__ACTION ITEM__
Exactly as they appear, set down all of the records.

[[ DATA TO USE open ]]

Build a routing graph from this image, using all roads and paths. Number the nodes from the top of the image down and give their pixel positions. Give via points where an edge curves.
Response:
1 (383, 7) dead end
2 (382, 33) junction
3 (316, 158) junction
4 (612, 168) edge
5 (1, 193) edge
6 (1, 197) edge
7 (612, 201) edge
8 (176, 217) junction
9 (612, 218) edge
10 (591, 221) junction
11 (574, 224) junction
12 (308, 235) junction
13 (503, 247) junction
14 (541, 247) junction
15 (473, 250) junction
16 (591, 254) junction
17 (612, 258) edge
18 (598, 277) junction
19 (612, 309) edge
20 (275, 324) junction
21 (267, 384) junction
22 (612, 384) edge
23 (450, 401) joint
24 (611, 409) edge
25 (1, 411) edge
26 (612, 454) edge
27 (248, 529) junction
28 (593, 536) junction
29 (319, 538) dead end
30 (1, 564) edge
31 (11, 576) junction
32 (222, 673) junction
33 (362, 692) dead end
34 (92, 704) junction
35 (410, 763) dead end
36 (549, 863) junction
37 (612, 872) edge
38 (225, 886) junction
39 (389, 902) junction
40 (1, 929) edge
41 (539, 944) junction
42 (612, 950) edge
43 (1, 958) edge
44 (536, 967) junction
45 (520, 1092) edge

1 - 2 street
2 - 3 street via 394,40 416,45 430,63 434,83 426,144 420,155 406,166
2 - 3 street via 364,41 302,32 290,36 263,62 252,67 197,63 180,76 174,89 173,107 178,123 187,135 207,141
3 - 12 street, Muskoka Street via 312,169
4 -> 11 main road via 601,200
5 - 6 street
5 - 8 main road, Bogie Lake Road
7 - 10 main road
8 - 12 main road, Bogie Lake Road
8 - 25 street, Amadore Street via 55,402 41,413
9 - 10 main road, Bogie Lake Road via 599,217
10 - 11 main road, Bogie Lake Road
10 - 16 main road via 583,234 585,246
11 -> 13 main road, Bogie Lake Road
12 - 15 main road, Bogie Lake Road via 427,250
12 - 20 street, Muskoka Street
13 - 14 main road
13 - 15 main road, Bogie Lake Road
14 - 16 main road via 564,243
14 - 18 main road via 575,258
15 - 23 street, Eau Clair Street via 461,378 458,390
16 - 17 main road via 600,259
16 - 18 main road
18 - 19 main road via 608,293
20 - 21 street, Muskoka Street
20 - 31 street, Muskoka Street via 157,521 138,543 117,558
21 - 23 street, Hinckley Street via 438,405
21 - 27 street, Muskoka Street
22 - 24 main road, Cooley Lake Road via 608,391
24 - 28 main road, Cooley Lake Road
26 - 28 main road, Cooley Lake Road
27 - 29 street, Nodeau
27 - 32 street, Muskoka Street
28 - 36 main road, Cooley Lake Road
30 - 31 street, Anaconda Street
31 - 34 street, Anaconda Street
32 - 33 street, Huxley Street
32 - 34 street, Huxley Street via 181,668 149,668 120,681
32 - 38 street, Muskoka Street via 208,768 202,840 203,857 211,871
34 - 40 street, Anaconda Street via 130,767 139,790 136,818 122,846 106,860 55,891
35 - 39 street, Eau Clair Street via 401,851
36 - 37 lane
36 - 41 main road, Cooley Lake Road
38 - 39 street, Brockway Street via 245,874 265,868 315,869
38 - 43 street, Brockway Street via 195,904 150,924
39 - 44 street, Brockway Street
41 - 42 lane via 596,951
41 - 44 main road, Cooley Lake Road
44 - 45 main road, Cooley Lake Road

[[ DATA TO USE closed ]]

__ANSWER TO THE EXERCISE__
Build a routing graph from this image, using all roads and paths. Number the nodes from the top of the image down and give their pixel positions. Give via points where an edge curves.
Response:
1 (383, 7) dead end
2 (382, 33) junction
3 (316, 158) junction
4 (612, 168) edge
5 (1, 193) edge
6 (1, 197) edge
7 (612, 201) edge
8 (176, 217) junction
9 (612, 218) edge
10 (591, 221) junction
11 (574, 224) junction
12 (308, 235) junction
13 (503, 247) junction
14 (541, 247) junction
15 (473, 250) junction
16 (591, 254) junction
17 (612, 258) edge
18 (598, 277) junction
19 (612, 309) edge
20 (275, 324) junction
21 (267, 384) junction
22 (612, 384) edge
23 (450, 401) joint
24 (611, 409) edge
25 (1, 411) edge
26 (612, 454) edge
27 (248, 529) junction
28 (593, 536) junction
29 (319, 538) dead end
30 (1, 564) edge
31 (11, 576) junction
32 (222, 673) junction
33 (362, 692) dead end
34 (92, 704) junction
35 (410, 763) dead end
36 (549, 863) junction
37 (612, 872) edge
38 (225, 886) junction
39 (389, 902) junction
40 (1, 929) edge
41 (539, 944) junction
42 (612, 950) edge
43 (1, 958) edge
44 (536, 967) junction
45 (520, 1092) edge

1 - 2 street
2 - 3 street via 394,40 416,45 430,63 434,83 426,144 420,155 406,166
2 - 3 street via 364,41 302,32 290,36 263,62 252,67 197,63 180,76 174,89 173,107 178,123 187,135 207,141
3 - 12 street, Muskoka Street via 312,169
4 -> 11 main road via 601,200
5 - 6 street
5 - 8 main road, Bogie Lake Road
7 - 10 main road
8 - 12 main road, Bogie Lake Road
8 - 25 street, Amadore Street via 55,402 41,413
9 - 10 main road, Bogie Lake Road via 599,217
10 - 11 main road, Bogie Lake Road
10 - 16 main road via 583,234 585,246
11 -> 13 main road, Bogie Lake Road
12 - 15 main road, Bogie Lake Road via 427,250
12 - 20 street, Muskoka Street
13 - 14 main road
13 - 15 main road, Bogie Lake Road
14 - 16 main road via 564,243
14 - 18 main road via 575,258
15 - 23 street, Eau Clair Street via 461,378 458,390
16 - 17 main road via 600,259
16 - 18 main road
18 - 19 main road via 608,293
20 - 21 street, Muskoka Street
20 - 31 street, Muskoka Street via 157,521 138,543 117,558
21 - 23 street, Hinckley Street via 438,405
21 - 27 street, Muskoka Street
22 - 24 main road, Cooley Lake Road via 608,391
24 - 28 main road, Cooley Lake Road
26 - 28 main road, Cooley Lake Road
27 - 29 street, Nodeau
27 - 32 street, Muskoka Street
28 - 36 main road, Cooley Lake Road
30 - 31 street, Anaconda Street
31 - 34 street, Anaconda Street
32 - 33 street, Huxley Street
32 - 34 street, Huxley Street via 181,668 149,668 120,681
32 - 38 street, Muskoka Street via 208,768 202,840 203,857 211,871
34 - 40 street, Anaconda Street via 130,767 139,790 136,818 122,846 106,860 55,891
35 - 39 street, Eau Clair Street via 401,851
36 - 37 lane
36 - 41 main road, Cooley Lake Road
38 - 39 street, Brockway Street via 245,874 265,868 315,869
38 - 43 street, Brockway Street via 195,904 150,924
39 - 44 street, Brockway Street
41 - 42 lane via 596,951
41 - 44 main road, Cooley Lake Road
44 - 45 main road, Cooley Lake Road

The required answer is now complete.